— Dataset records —
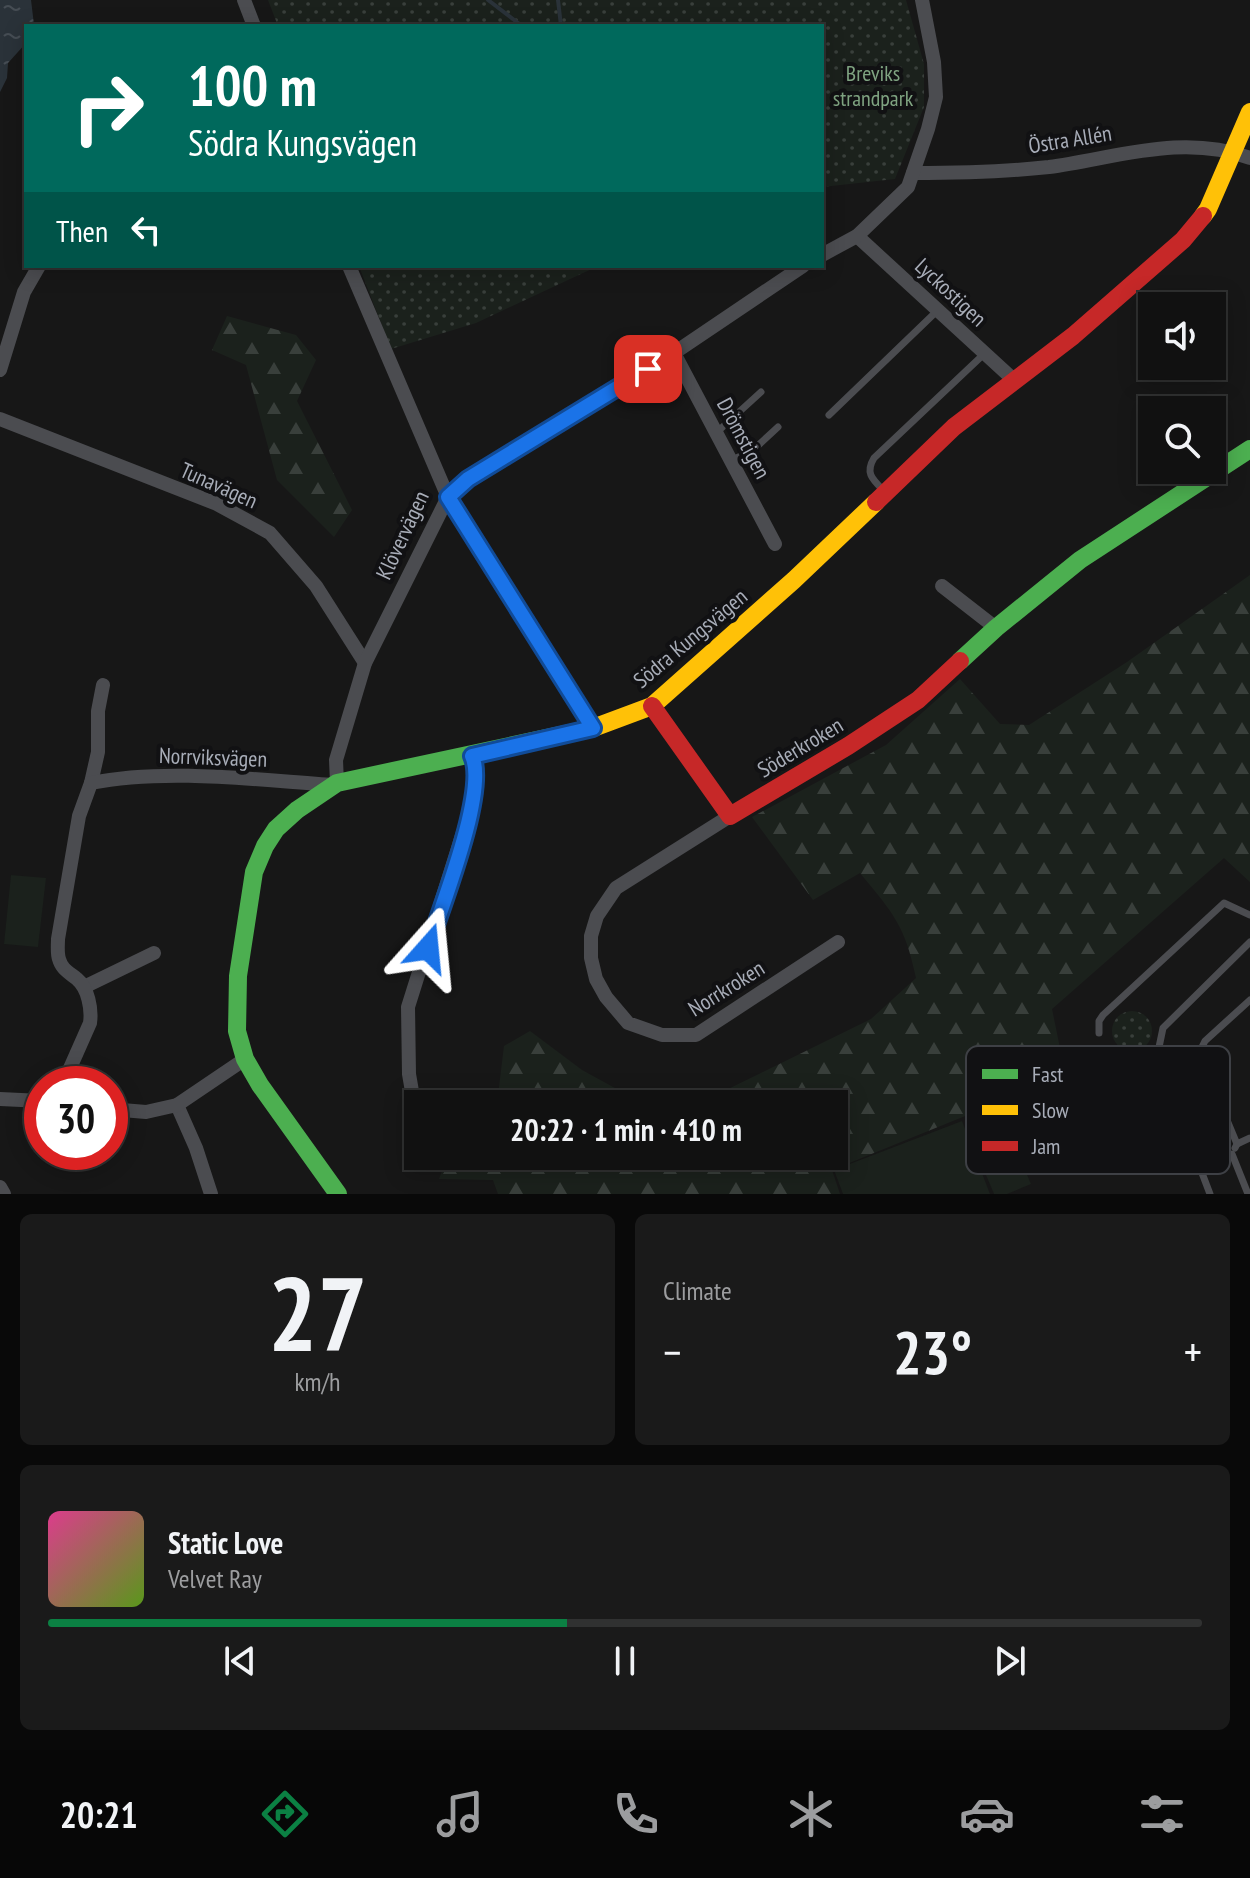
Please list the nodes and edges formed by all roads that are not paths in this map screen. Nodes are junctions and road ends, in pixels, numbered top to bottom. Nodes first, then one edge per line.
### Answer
1 (244, 0) edge
2 (922, 0) edge
3 (253, 24) edge
4 (1250, 112) edge
5 (1241, 156) edge
6 (913, 173) junction
7 (857, 236) junction
8 (824, 254) edge
9 (38, 268) edge
10 (350, 268) edge
11 (800, 268) edge
12 (938, 310) junction
13 (674, 353) junction
14 (985, 353) junction
15 (0, 370) edge
16 (1014, 380) junction
17 (761, 392) dead end
18 (829, 415) dead end
19 (0, 419) edge
20 (778, 427) dead end
21 (716, 433) junction
22 (1250, 449) edge
23 (731, 460) junction
24 (885, 492) junction
25 (448, 497) junction
26 (775, 544) dead end
27 (942, 586) dead end
28 (996, 628) junction
29 (365, 663) junction
30 (103, 685) dead end
31 (652, 706) junction
32 (593, 728) junction
33 (472, 756) junction
34 (91, 783) junction
35 (335, 784) junction
36 (730, 816) junction
37 (1250, 915) edge
38 (838, 942) dead end
39 (1250, 942) edge
40 (154, 953) dead end
41 (84, 987) junction
42 (1250, 1000) edge
43 (1099, 1033) dead end
44 (1159, 1046) edge
45 (1202, 1046) edge
46 (245, 1059) junction
47 (71, 1066) edge
48 (412, 1090) edge
49 (0, 1099) edge
50 (24, 1100) edge
51 (177, 1105) junction
52 (128, 1110) edge
53 (1230, 1127) edge
54 (1250, 1138) edge
55 (1237, 1144) junction
56 (1232, 1154) joint
57 (1202, 1174) edge
58 (0, 1187) edge
59 (4, 1194) edge
60 (211, 1194) edge
61 (338, 1194) edge
62 (1210, 1194) edge
63 (1248, 1194) edge

1 - 3 street
2 - 6 street
4 - 5 street, Södra Kungsvägen
5 - 6 street, Östra Allén
5 - 16 street, Södra Kungsvägen
6 - 7 street
7 - 8 street
7 - 12 street, Lyckostigen
9 - 15 street
10 - 25 street, Klövervägen
11 - 13 street
12 - 14 street, Lyckostigen
12 - 18 lane
13 - 21 street, Drömstigen
13 - 25 street
14 - 16 street, Lyckostigen
14 - 24 lane
16 - 24 street, Södra Kungsvägen
17 - 21 lane
19 - 29 street, Tunavägen
20 - 23 lane
21 - 23 street, Drömstigen
22 - 28 street, Söderkroken
23 - 26 street, Drömstigen
24 - 31 street, Södra Kungsvägen
25 - 29 street, Klövervägen
25 - 32 street
27 - 28 street
28 - 36 street, Söderkroken
29 - 35 street, Klövervägen
30 - 34 street
31 - 32 street, Södra Kungsvägen
31 - 36 street
32 - 33 street, Södra Kungsvägen
33 - 35 street, Södra Kungsvägen
33 - 48 street
34 - 35 street, Norrviksvägen
34 - 41 street
35 - 46 street, Södra Kungsvägen
36 - 38 street, Norrkroken
37 - 43 lane
39 - 44 lane
40 - 41 street
41 - 47 street
42 - 45 lane
46 - 51 street
46 - 61 street, Södra Kungsvägen
49 - 50 street
51 - 52 street
51 - 60 street
53 - 55 lane
54 - 55 lane
55 - 56 lane
56 - 63 lane
57 - 62 lane
58 - 59 street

— THE PROBLEM —
Reproduce the complete set of records verbatim and omit the pictures.

— ANSWER —
Please list the nodes and edges formed by all roads that are not paths in this map screen. Nodes are junctions and road ends, in pixels, numbered top to bottom. Nodes first, then one edge per line.
### Answer
1 (244, 0) edge
2 (922, 0) edge
3 (253, 24) edge
4 (1250, 112) edge
5 (1241, 156) edge
6 (913, 173) junction
7 (857, 236) junction
8 (824, 254) edge
9 (38, 268) edge
10 (350, 268) edge
11 (800, 268) edge
12 (938, 310) junction
13 (674, 353) junction
14 (985, 353) junction
15 (0, 370) edge
16 (1014, 380) junction
17 (761, 392) dead end
18 (829, 415) dead end
19 (0, 419) edge
20 (778, 427) dead end
21 (716, 433) junction
22 (1250, 449) edge
23 (731, 460) junction
24 (885, 492) junction
25 (448, 497) junction
26 (775, 544) dead end
27 (942, 586) dead end
28 (996, 628) junction
29 (365, 663) junction
30 (103, 685) dead end
31 (652, 706) junction
32 (593, 728) junction
33 (472, 756) junction
34 (91, 783) junction
35 (335, 784) junction
36 (730, 816) junction
37 (1250, 915) edge
38 (838, 942) dead end
39 (1250, 942) edge
40 (154, 953) dead end
41 (84, 987) junction
42 (1250, 1000) edge
43 (1099, 1033) dead end
44 (1159, 1046) edge
45 (1202, 1046) edge
46 (245, 1059) junction
47 (71, 1066) edge
48 (412, 1090) edge
49 (0, 1099) edge
50 (24, 1100) edge
51 (177, 1105) junction
52 (128, 1110) edge
53 (1230, 1127) edge
54 (1250, 1138) edge
55 (1237, 1144) junction
56 (1232, 1154) joint
57 (1202, 1174) edge
58 (0, 1187) edge
59 (4, 1194) edge
60 (211, 1194) edge
61 (338, 1194) edge
62 (1210, 1194) edge
63 (1248, 1194) edge

1 - 3 street
2 - 6 street
4 - 5 street, Södra Kungsvägen
5 - 6 street, Östra Allén
5 - 16 street, Södra Kungsvägen
6 - 7 street
7 - 8 street
7 - 12 street, Lyckostigen
9 - 15 street
10 - 25 street, Klövervägen
11 - 13 street
12 - 14 street, Lyckostigen
12 - 18 lane
13 - 21 street, Drömstigen
13 - 25 street
14 - 16 street, Lyckostigen
14 - 24 lane
16 - 24 street, Södra Kungsvägen
17 - 21 lane
19 - 29 street, Tunavägen
20 - 23 lane
21 - 23 street, Drömstigen
22 - 28 street, Söderkroken
23 - 26 street, Drömstigen
24 - 31 street, Södra Kungsvägen
25 - 29 street, Klövervägen
25 - 32 street
27 - 28 street
28 - 36 street, Söderkroken
29 - 35 street, Klövervägen
30 - 34 street
31 - 32 street, Södra Kungsvägen
31 - 36 street
32 - 33 street, Södra Kungsvägen
33 - 35 street, Södra Kungsvägen
33 - 48 street
34 - 35 street, Norrviksvägen
34 - 41 street
35 - 46 street, Södra Kungsvägen
36 - 38 street, Norrkroken
37 - 43 lane
39 - 44 lane
40 - 41 street
41 - 47 street
42 - 45 lane
46 - 51 street
46 - 61 street, Södra Kungsvägen
49 - 50 street
51 - 52 street
51 - 60 street
53 - 55 lane
54 - 55 lane
55 - 56 lane
56 - 63 lane
57 - 62 lane
58 - 59 street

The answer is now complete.